Он участвовал в Турецкой войне 1828–1829 годов, после заключения Адрианопольского мира был отправлен послом в Константинополь для восстановления мирных отношений с Портой. Вновь был послан в Константинополь в 1833 году, когда Россия вмешалась в турецко-египетскую распрю, и благодаря его усилиям и дипломатическому искусству был заключен союзный договор. В 1844 году, после смерти графа Бенкендорфа, возглавил III Отделение, в качестве представителя России участвовал в Парижском Конгрессе 1856 года и подписал мирный договор от имени русского правительства. По возвращении в Россию занял пост председателя Государственного Совета и Комитета министров. К реформам Александра II Орлов относился отрицательно, считая их преждевременными и опасными. В начале 1861 года он просил об увольнении его от всех должностей и вскоре скончался.
По словам Вяземского, Орлова отличали «светлый и сметливый ум, тонкость и уловчивость, сродные русской натуре и как-то дружно сливающиеся с каким-то простосердечием». «Орлов, — писал Вяземский, — знал, так сказать, наизусть царствования Александра I и Николая I; знал он коротко и великого князя Константина Павловича, при котором был некогда адъютантом. Сведения его были исторические и преимущественно анекдотические, общие, гласные, частные и подноготные, жаль, если кто из приближенных к нему не записал рассказов его. Он рассказывал мастерски и охотно, даже иногда на распашку. Ни записок, ни дневника по себе он, вероятно, не оставил: он для этого был слишком ленив и не довольно литературен».
А. А. Орлова (1785–1848)
Екатерининский вельможа и владелец Нескучного в Москве граф Алексей Григорьевич Орлов был типом русского человека могучей крепости тела, могучих силы духа и воли, но вместе с тем был доступен, радушен, доброжелателен, справедлив. «Какой рост, какая вельможная осанка, — писал о нем профессор Московского университета Страхов, — какой важный, благородный и вместе добрый, приветливый взгляд! такое-то почтение привлекал к себе любезный москвичам боярин, щедро наделенный всеми дарами: и красотой, и силой разума, и силой телесной». Про Орлова говорили, что физическая сила его была настолько велика, что он гнул подковы и свертывал узлом кочергу. Про него рассказывали, что еще в юношеские его годы только один человек в Петербурге мог одолеть его — лейбкампанец Шванич.
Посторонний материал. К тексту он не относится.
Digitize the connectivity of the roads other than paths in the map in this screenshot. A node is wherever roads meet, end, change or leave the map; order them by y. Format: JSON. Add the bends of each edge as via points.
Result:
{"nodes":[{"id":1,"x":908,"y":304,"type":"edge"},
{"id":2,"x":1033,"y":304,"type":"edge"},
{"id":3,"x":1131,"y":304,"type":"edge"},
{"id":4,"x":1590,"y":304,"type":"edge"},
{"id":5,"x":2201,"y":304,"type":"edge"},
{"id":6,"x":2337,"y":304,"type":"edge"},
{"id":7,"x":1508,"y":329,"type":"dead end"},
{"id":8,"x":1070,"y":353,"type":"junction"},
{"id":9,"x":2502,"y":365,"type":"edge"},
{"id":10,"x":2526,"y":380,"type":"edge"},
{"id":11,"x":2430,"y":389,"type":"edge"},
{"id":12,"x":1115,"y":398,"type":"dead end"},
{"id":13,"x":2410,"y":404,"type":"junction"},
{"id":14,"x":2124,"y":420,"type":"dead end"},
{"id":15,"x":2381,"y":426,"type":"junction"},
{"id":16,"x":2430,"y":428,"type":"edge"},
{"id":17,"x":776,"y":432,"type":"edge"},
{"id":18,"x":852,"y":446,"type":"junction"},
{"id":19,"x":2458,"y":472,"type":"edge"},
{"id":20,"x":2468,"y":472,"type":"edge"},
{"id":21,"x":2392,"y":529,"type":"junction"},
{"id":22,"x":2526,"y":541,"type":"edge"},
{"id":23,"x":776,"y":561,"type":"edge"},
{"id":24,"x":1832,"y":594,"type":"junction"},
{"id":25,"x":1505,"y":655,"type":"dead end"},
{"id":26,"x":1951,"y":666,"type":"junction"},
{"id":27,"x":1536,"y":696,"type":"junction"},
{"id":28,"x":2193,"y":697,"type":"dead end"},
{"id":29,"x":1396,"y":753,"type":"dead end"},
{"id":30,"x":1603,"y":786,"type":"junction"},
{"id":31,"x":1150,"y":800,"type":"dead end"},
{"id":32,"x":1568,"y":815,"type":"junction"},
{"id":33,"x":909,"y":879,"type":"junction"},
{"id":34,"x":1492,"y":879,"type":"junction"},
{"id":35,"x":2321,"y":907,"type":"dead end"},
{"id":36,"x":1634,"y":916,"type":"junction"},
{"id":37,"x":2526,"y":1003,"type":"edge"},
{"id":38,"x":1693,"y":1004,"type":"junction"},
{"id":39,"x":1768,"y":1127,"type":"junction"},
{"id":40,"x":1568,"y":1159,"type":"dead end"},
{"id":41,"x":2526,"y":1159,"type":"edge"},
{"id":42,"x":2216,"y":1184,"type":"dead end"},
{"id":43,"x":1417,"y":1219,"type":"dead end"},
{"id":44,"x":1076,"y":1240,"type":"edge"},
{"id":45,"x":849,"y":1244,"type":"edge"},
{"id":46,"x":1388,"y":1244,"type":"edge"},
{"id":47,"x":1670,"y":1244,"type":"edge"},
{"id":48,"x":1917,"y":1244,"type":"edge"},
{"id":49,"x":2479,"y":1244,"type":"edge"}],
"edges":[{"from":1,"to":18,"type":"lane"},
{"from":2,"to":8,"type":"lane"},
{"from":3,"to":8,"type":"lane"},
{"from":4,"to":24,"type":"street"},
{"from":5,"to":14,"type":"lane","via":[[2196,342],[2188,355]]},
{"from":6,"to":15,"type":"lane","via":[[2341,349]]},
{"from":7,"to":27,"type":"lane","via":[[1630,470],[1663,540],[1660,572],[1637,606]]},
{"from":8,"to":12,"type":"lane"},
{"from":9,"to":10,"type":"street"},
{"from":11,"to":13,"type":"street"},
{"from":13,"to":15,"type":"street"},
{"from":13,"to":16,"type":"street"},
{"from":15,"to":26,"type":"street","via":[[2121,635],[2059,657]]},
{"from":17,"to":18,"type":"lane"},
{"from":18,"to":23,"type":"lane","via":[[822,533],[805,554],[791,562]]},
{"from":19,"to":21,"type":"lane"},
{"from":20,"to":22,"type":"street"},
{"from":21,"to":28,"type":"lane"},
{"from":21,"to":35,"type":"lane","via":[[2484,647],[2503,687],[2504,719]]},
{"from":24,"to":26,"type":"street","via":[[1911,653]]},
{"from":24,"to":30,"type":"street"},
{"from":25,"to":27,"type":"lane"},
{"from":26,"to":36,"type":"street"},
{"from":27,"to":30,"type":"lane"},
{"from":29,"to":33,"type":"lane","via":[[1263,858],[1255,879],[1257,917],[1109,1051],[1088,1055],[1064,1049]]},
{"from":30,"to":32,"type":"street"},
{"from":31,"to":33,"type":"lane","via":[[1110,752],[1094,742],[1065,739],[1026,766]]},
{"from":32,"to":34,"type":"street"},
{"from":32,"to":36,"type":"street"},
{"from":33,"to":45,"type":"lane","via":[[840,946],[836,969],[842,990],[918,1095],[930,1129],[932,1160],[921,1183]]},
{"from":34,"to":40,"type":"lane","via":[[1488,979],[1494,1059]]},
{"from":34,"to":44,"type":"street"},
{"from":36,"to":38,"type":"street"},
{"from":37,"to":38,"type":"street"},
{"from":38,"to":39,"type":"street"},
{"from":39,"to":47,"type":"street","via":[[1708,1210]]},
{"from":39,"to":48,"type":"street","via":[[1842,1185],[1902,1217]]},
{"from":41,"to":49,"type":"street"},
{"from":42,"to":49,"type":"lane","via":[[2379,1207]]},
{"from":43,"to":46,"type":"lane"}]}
В 1782 году, 6-го мая, граф Алексей Григорьевич Орлов праздновал свое бракосочетание с девицею Евдокиею Николаевной Лопухиной. Почти вся Москва была свидетельницею празднества, продолжавшегося несколько дней. Красавица Лопухина отличалась добродушием, приветливостью и набожностью, не любила нарядов и никогда не надевала бриллиантов. Через три года после свадьбы она родила дочь Анну, которая весьма странно соединила в характере своем черты обоих родителей. Анна Алексеевна в девичестве всегда была героинею праздников, которые устраивал Орлов-Чесменский. Она была превосходной наездницей, грациозна и легка в танцах и, по желанию отца и для удовольствия гостей, плясала танец с шалью, с тамбурином, казачка, цыганочку, русскую и проч. При этом с детских лет она удивляла всех набожностью и, несмотря на равнодушие и даже холодность отца ее в деле веры, нимало не охладевала, так что в то время, как съехавшиеся гости наполняли дом, молодая графиня тайком убегала в церковь к вечерне.
После смерти отца, — что было настоящим ударом для Анны Алексеевны, — двадцатидвухлетняя графиня осталась одна наследницею всех богатств графа. Ее ежегодный доход достигал миллиона рублей, не считая стоимости недвижимого имущества. Естественно, что у нее было много женихов, в их числе и граф Николай Михайлович Каменский. Судя по всему, к нему единственному Анна Алексеевна испытывала глубокое чувство.
Однако браку этому не суждено было состояться. Графиня Орлова посвящает себя духовной жизни, избрав своим духовником архимандрита Фотия. «Он возбудил мое внимание, — признавалась она, — тою смелостью, тою неустрашимостью, с какою он, будучи законоучителем кадетского корпуса, молодым монахом, стал обличать господствовавшие суждения о вере. Все было против него, начиная со двора; он не побоялся этого; я пожелала узнать его и вступила с ним в переписку; письма его казались мне какими-то апостольскими посланиями, в них был особый язык, особый тон, особый дух. Узнав его ближе, я убедилась, что он лично для себя ничего не искал; он распоряжался для других моим состоянием, но себе отказывал во всем; я хотела обеспечить бедных его родных, он мне и этого не позволил».